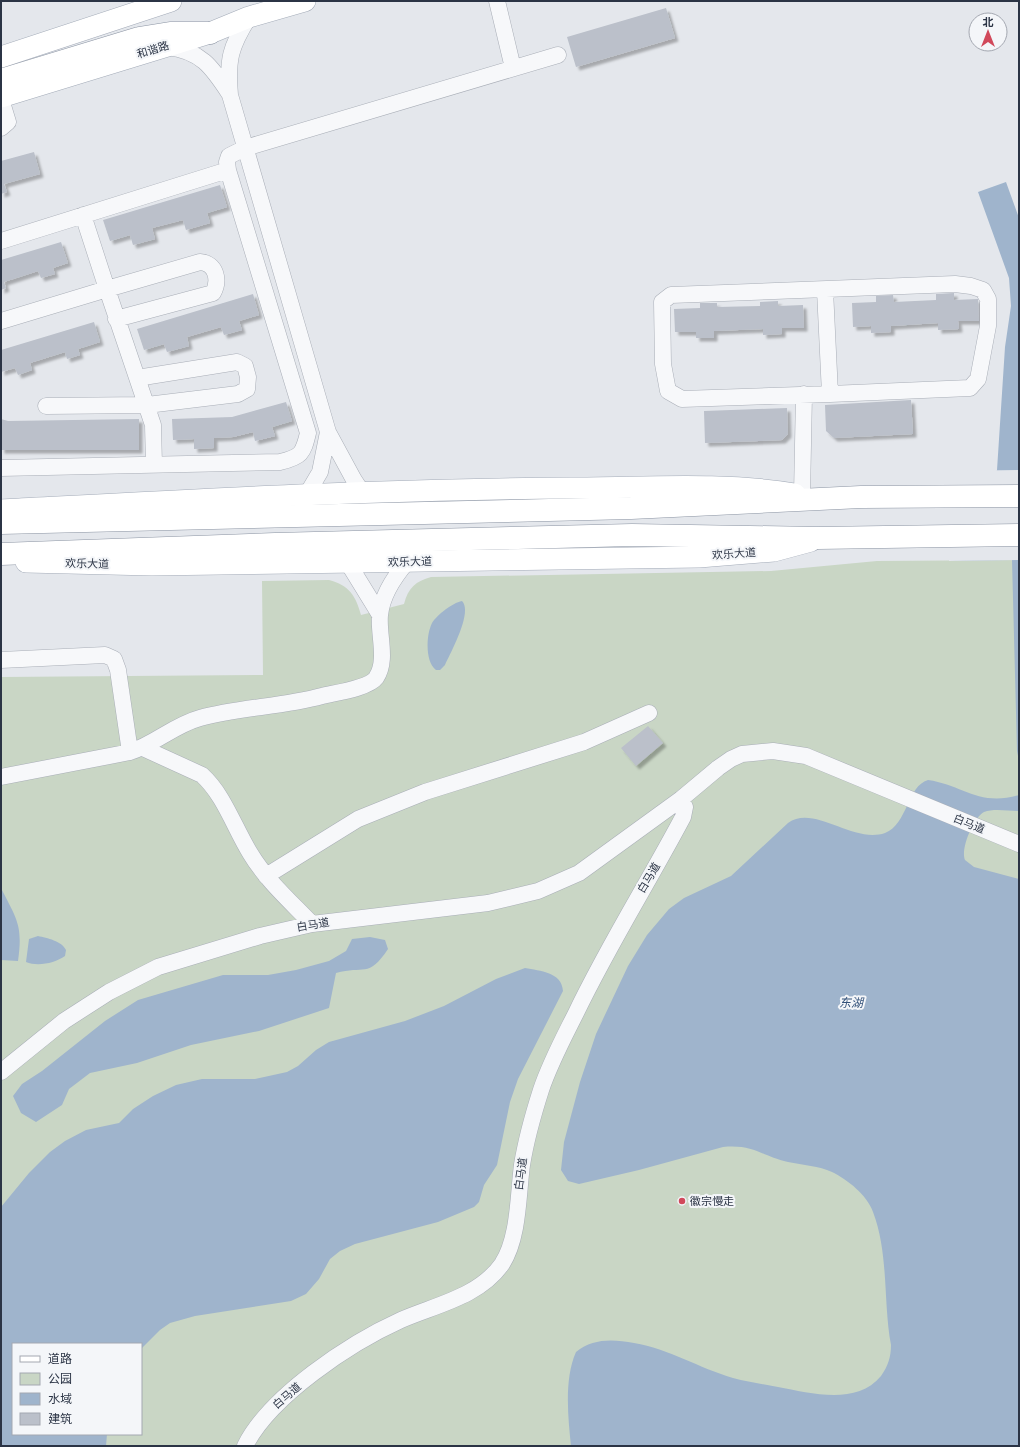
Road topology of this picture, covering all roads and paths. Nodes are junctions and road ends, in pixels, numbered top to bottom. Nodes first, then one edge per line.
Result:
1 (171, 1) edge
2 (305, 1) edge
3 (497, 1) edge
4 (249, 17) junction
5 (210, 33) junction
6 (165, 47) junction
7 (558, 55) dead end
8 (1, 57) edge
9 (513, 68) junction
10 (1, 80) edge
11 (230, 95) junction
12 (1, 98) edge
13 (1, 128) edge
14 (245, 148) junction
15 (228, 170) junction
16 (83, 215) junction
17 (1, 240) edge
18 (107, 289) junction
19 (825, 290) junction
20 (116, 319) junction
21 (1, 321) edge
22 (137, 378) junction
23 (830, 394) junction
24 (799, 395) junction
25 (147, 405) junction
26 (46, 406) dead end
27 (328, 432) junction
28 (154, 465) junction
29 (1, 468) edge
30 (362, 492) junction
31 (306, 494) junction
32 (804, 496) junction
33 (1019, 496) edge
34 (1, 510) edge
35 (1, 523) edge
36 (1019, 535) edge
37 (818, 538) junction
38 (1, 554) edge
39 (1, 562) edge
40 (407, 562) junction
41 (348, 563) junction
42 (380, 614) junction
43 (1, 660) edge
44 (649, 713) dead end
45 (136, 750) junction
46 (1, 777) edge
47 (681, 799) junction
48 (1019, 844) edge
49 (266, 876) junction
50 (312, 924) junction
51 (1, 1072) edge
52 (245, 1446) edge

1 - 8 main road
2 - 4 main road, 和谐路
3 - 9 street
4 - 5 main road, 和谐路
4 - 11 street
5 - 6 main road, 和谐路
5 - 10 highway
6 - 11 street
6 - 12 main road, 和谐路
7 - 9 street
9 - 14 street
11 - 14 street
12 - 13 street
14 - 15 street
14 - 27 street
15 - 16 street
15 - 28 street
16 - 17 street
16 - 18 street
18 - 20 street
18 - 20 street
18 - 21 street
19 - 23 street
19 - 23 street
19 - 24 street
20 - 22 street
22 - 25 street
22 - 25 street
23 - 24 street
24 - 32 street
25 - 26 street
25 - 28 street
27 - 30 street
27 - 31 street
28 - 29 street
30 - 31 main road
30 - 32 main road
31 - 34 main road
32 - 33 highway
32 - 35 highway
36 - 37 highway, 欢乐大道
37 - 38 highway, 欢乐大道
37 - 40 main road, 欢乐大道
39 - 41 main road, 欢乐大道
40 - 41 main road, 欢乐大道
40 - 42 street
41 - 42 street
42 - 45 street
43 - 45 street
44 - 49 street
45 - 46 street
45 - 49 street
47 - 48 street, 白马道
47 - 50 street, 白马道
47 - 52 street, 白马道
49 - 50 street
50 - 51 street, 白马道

+===+

Task item. Of all the lines in the entries, count those with the string "main", and report only that number.

Answer. 11